Dilansir dari trtworld, Rabu (19/8/2026). Pemerintah Zimbabwe mengungkapkan, jumlah penumpang tersebut pada Selasa 18 Agustus 2026, sepekan setelah feri terbalik di Danau Kariba. Kapal diketahui mengangkut penumpang dan barang dalam jumlah yang melebihi kapasitas angkutnya.
Surat kabar yang dikelola pemerintah, The Herald, menyebut kecelakaan tersebut sebagai bencana transportasi paling mematikan dalam sejarah Zimbabwe. Jumlah korban tewas bahkan melampaui kecelakaan bus pada 1991 yang menewaskan 89 orang.
Feri tersebut tengah berlayar dari Kota Kariba di wilayah utara Zimbabwe menuju sebuah komunitas pedesaan terpencil di kawasan danau ketika terbalik setelah dihantam gelombang besar.
Menurut keterangan polisi pekan lalu, feri tersebut dirancang hanya untuk mengangkut 90 penumpang. Namun, pemerintah menyebut sekitar 180 penumpang berada di dalam kapal saat kecelakaan terjadi.
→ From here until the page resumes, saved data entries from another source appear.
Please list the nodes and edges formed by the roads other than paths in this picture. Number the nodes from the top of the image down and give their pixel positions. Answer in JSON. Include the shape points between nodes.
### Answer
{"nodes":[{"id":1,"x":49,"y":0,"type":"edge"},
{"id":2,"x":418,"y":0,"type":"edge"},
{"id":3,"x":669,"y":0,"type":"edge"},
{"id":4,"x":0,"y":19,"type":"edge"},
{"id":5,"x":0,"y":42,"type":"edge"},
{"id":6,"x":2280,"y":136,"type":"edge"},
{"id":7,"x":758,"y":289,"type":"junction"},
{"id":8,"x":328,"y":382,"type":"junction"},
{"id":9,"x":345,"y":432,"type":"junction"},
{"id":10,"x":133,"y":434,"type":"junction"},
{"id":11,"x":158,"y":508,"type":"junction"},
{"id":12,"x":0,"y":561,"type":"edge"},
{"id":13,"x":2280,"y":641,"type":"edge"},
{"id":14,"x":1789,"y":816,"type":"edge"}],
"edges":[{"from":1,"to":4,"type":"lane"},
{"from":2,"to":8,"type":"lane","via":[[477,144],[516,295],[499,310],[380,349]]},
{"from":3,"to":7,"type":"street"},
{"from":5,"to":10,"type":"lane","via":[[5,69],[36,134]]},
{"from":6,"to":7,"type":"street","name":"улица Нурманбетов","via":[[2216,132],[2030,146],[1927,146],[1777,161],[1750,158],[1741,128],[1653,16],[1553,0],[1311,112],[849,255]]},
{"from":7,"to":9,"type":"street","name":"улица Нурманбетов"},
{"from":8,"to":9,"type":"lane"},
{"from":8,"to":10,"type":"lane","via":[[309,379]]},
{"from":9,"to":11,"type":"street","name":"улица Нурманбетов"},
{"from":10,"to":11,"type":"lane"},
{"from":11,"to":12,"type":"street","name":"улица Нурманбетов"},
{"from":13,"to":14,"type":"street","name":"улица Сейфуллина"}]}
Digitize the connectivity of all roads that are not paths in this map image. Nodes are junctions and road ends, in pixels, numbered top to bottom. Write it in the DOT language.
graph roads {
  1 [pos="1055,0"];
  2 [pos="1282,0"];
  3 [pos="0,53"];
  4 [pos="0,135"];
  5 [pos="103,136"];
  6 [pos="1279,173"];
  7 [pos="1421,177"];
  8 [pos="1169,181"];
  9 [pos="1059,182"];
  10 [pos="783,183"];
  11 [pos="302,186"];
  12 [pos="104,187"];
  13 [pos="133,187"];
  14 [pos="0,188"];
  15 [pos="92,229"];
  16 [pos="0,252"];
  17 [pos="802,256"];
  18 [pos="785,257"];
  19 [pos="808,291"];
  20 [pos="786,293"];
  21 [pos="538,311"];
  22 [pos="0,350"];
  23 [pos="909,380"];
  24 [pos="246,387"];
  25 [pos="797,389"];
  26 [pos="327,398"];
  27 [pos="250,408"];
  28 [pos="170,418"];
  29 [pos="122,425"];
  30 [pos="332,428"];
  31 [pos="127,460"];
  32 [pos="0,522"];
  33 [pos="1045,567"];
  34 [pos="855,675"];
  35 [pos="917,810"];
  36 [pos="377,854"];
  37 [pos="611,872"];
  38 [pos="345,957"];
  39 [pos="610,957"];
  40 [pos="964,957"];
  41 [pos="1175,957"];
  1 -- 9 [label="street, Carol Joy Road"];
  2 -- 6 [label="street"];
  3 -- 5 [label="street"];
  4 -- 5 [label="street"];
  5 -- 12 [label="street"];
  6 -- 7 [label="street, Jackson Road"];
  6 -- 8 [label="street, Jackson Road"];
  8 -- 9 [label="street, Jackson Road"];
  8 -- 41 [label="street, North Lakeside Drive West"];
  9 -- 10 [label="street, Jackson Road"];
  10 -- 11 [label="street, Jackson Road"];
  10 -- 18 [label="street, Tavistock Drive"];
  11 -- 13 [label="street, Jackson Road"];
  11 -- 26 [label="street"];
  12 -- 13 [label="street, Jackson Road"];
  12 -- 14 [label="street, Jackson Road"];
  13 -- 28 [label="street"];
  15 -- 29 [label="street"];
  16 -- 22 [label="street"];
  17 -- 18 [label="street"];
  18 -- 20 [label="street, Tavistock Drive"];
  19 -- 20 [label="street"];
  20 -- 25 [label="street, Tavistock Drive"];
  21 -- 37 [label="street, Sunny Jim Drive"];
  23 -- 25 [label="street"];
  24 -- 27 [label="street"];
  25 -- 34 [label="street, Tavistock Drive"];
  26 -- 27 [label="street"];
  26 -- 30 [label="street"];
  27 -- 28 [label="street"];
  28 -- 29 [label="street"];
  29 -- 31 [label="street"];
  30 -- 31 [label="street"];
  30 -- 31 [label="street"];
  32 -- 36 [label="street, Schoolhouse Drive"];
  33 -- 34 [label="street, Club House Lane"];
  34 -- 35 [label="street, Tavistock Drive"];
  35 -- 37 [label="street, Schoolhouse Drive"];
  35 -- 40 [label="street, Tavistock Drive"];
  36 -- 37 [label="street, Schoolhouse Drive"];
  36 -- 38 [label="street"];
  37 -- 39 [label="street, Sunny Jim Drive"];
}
Polisi memperbarui jumlah korban tewas menjadi 94 orang. Angka tersebut terus bertambah selama sepekan sejak feri terbalik.
Sementara itu, sekitar 77 orang telah berhasil diselamatkan. Operasi pencarian dan penyelamatan masih terus dilakukan untuk menemukan korban lainnya, kata pemerintah dalam pernyataan yang dirilis setelah rapat Kabinet.
Danau Kariba berada di perbatasan Zimbabwe dan Zambia. Danau tersebut merupakan salah satu waduk buatan manusia terbesar di dunia.